RECORDED DATA ->
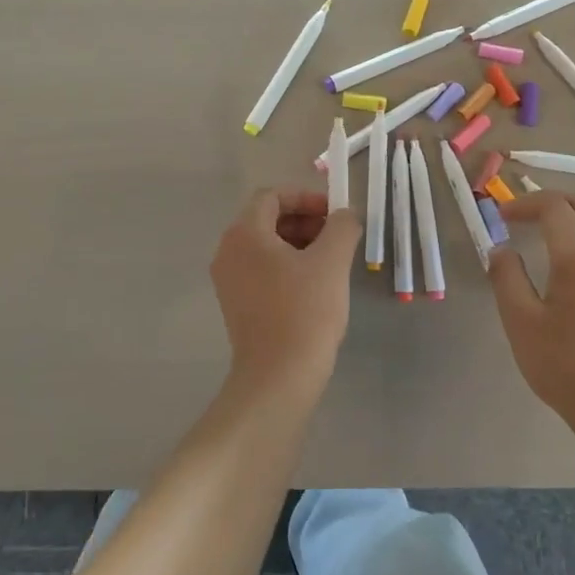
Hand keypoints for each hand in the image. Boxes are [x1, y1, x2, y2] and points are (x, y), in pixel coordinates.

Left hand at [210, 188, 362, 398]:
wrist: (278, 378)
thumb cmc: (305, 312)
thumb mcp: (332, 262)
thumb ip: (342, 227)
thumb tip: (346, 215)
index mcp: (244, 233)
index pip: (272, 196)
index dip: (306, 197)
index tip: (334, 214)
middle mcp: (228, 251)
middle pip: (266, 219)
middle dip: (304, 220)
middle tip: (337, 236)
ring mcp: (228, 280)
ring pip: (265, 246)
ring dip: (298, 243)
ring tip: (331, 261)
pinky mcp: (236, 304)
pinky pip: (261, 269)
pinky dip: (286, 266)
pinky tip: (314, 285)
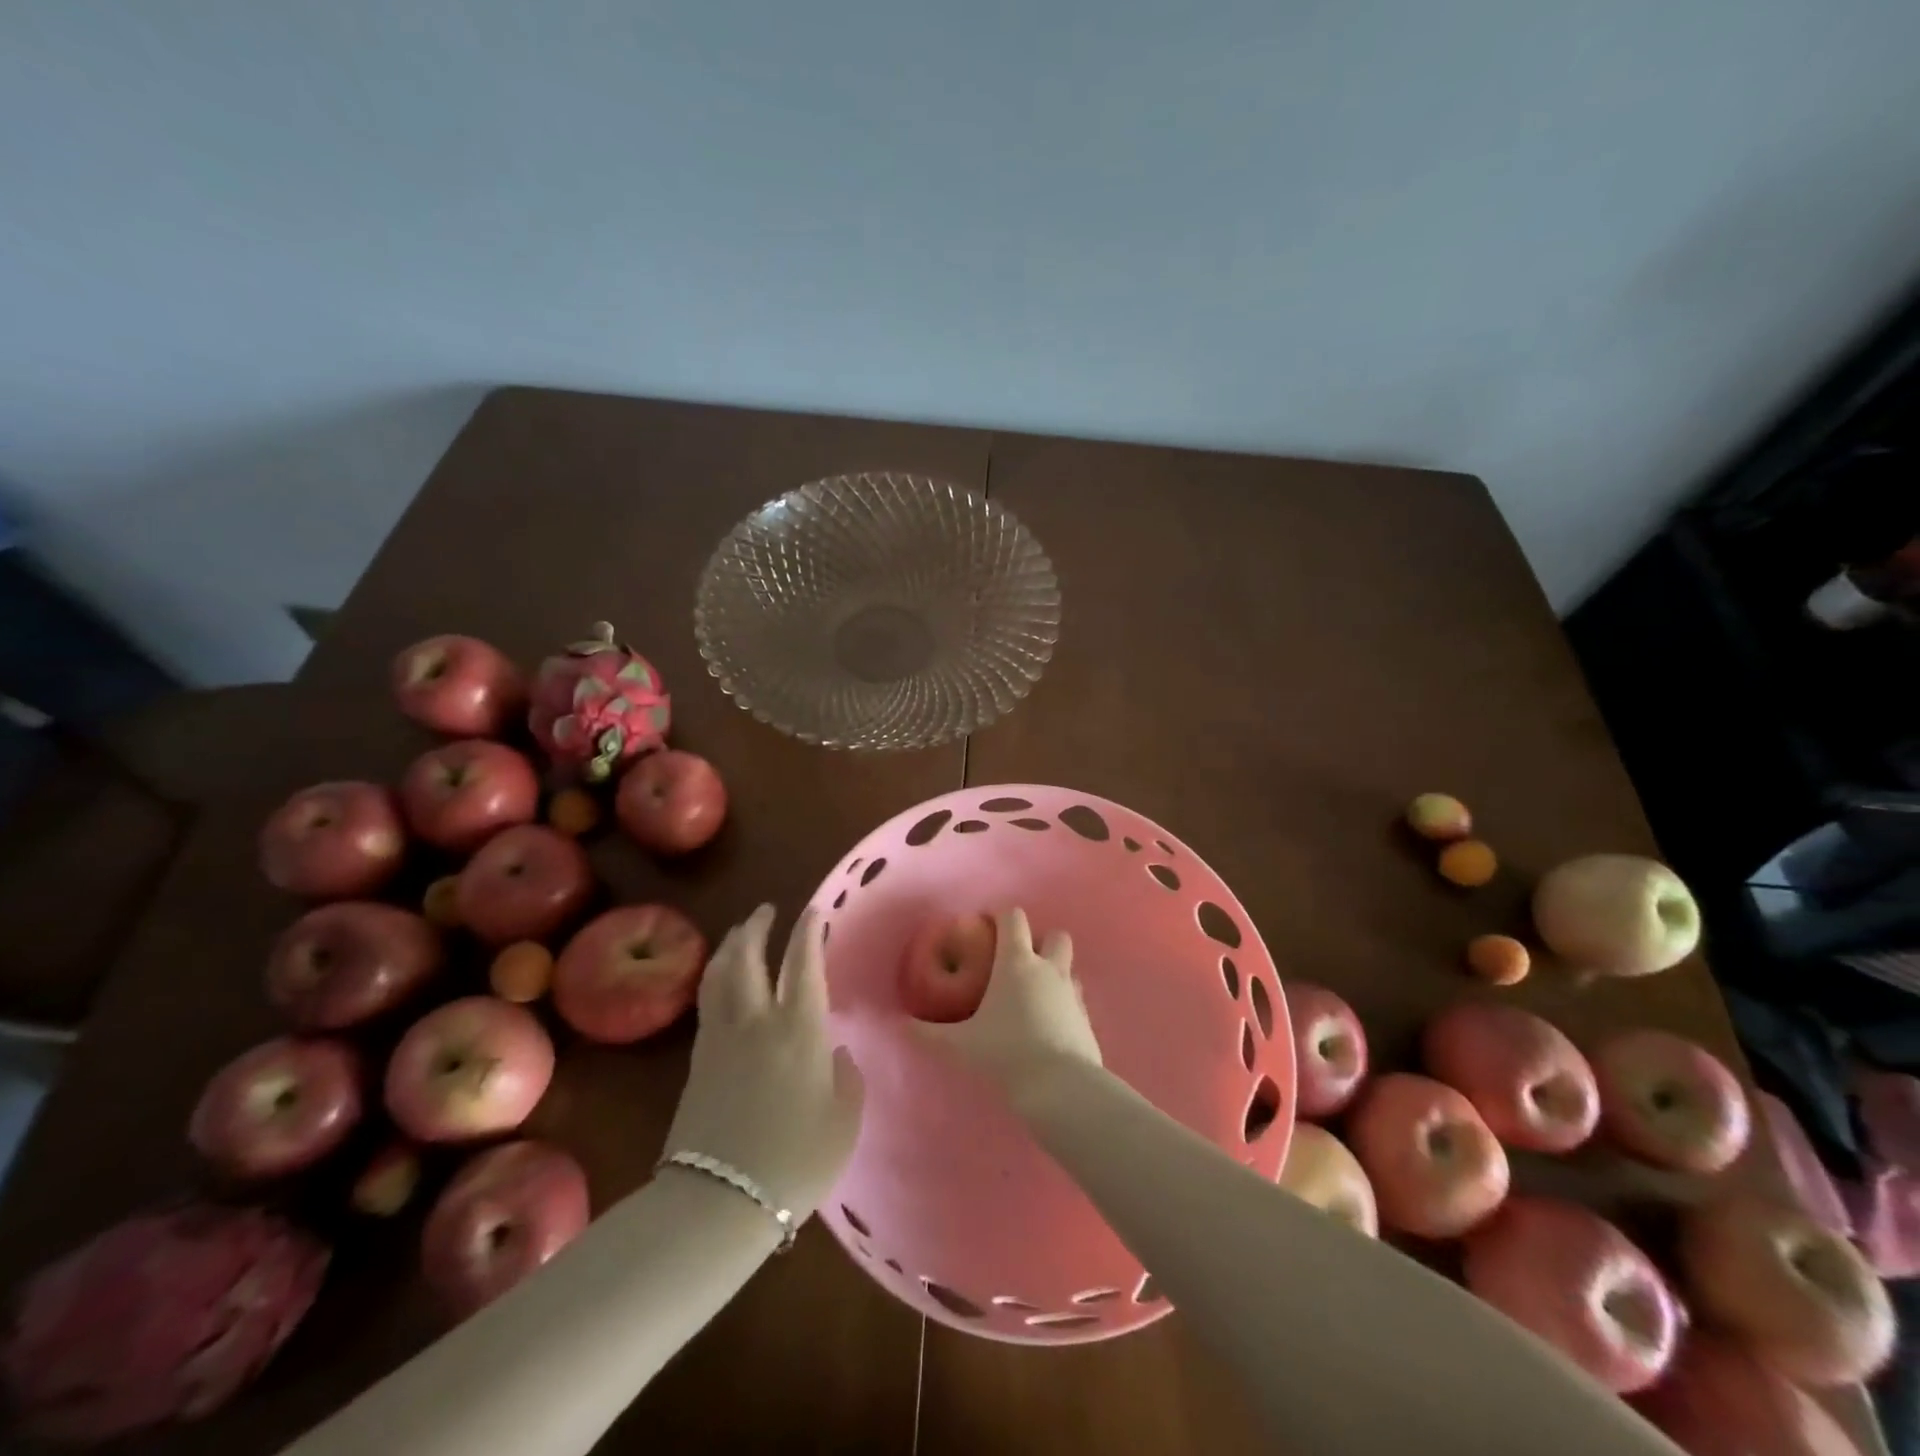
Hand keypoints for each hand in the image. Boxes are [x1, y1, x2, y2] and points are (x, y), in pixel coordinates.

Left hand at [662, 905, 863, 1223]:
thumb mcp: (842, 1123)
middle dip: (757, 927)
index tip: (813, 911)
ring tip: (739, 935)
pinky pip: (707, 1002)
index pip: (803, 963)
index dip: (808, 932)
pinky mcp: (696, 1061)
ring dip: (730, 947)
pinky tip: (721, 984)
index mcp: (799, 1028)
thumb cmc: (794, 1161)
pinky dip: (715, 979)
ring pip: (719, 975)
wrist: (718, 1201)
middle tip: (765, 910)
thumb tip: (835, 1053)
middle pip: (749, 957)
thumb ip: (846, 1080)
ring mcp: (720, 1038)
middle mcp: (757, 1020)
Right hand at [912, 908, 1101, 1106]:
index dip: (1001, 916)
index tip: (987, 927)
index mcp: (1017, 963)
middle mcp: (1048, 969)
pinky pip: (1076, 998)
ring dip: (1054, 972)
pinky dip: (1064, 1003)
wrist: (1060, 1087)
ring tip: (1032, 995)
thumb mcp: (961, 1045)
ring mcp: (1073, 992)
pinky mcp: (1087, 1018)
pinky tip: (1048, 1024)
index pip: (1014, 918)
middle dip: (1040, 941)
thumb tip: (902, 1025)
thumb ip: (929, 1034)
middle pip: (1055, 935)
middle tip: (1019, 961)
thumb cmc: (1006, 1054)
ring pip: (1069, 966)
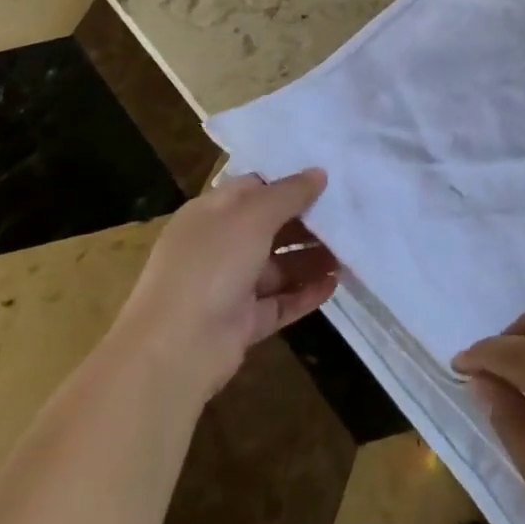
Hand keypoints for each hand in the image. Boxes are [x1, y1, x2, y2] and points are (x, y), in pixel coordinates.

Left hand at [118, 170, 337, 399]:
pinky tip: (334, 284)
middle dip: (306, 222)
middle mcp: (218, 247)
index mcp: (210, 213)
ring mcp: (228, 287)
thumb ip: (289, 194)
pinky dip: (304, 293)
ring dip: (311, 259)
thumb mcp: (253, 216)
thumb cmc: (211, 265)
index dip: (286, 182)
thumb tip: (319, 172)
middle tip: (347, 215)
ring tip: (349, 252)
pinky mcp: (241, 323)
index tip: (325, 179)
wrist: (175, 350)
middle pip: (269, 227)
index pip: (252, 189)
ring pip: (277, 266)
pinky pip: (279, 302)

PROBLEM DETAILS -> Write out, exactly as they appear, the lines from the one containing "pinky mcp: (696, 1061)" through the end of the material above, excluding pictures.

ANSWER BOX ->
pinky mcp: (696, 1061)
ring dip: (730, 947)
pinky tip: (721, 984)
index mcp: (799, 1028)
thumb cmc: (794, 1161)
pinky dip: (715, 979)
ring pip: (719, 975)
wrist: (718, 1201)
middle tip: (765, 910)
thumb tip: (835, 1053)
middle pip: (749, 957)
thumb ip: (846, 1080)
ring mcp: (720, 1038)
middle mcp: (757, 1020)
Right hand at [912, 908, 1101, 1106]:
index dip: (1001, 916)
index tip: (987, 927)
index mcp: (1017, 963)
middle mcp: (1048, 969)
pinky pip: (1076, 998)
ring dip: (1054, 972)
pinky dip: (1064, 1003)
wrist: (1060, 1087)
ring tip: (1032, 995)
thumb mcp: (961, 1045)
ring mcp: (1073, 992)
pinky mcp: (1087, 1018)
pinky tip: (1048, 1024)
index pip: (1014, 918)
middle dip: (1040, 941)
thumb tip: (902, 1025)
thumb ip: (929, 1034)
middle pip: (1055, 935)
middle tip: (1019, 961)
thumb cmc: (1006, 1054)
ring pip: (1069, 966)
Hand keypoints for each hand in the image. Boxes are [x1, y1, x2, y2] and points are (x, y), in pixel coordinates.

Left hand at [118, 170, 337, 399]:
pinky tip: (334, 284)
middle dip: (306, 222)
middle mcp: (218, 247)
index mcp: (210, 213)
ring mcp: (228, 287)
thumb ip: (289, 194)
pinky dip: (304, 293)
ring dip: (311, 259)
thumb mcp: (253, 216)
thumb cmc: (211, 265)
index dip: (286, 182)
thumb tip: (319, 172)
middle tip: (347, 215)
ring tip: (349, 252)
pinky mcp: (241, 323)
index tip: (325, 179)
wrist: (175, 350)
middle pip: (269, 227)
index pip: (252, 189)
ring pip: (277, 266)
pinky pip: (279, 302)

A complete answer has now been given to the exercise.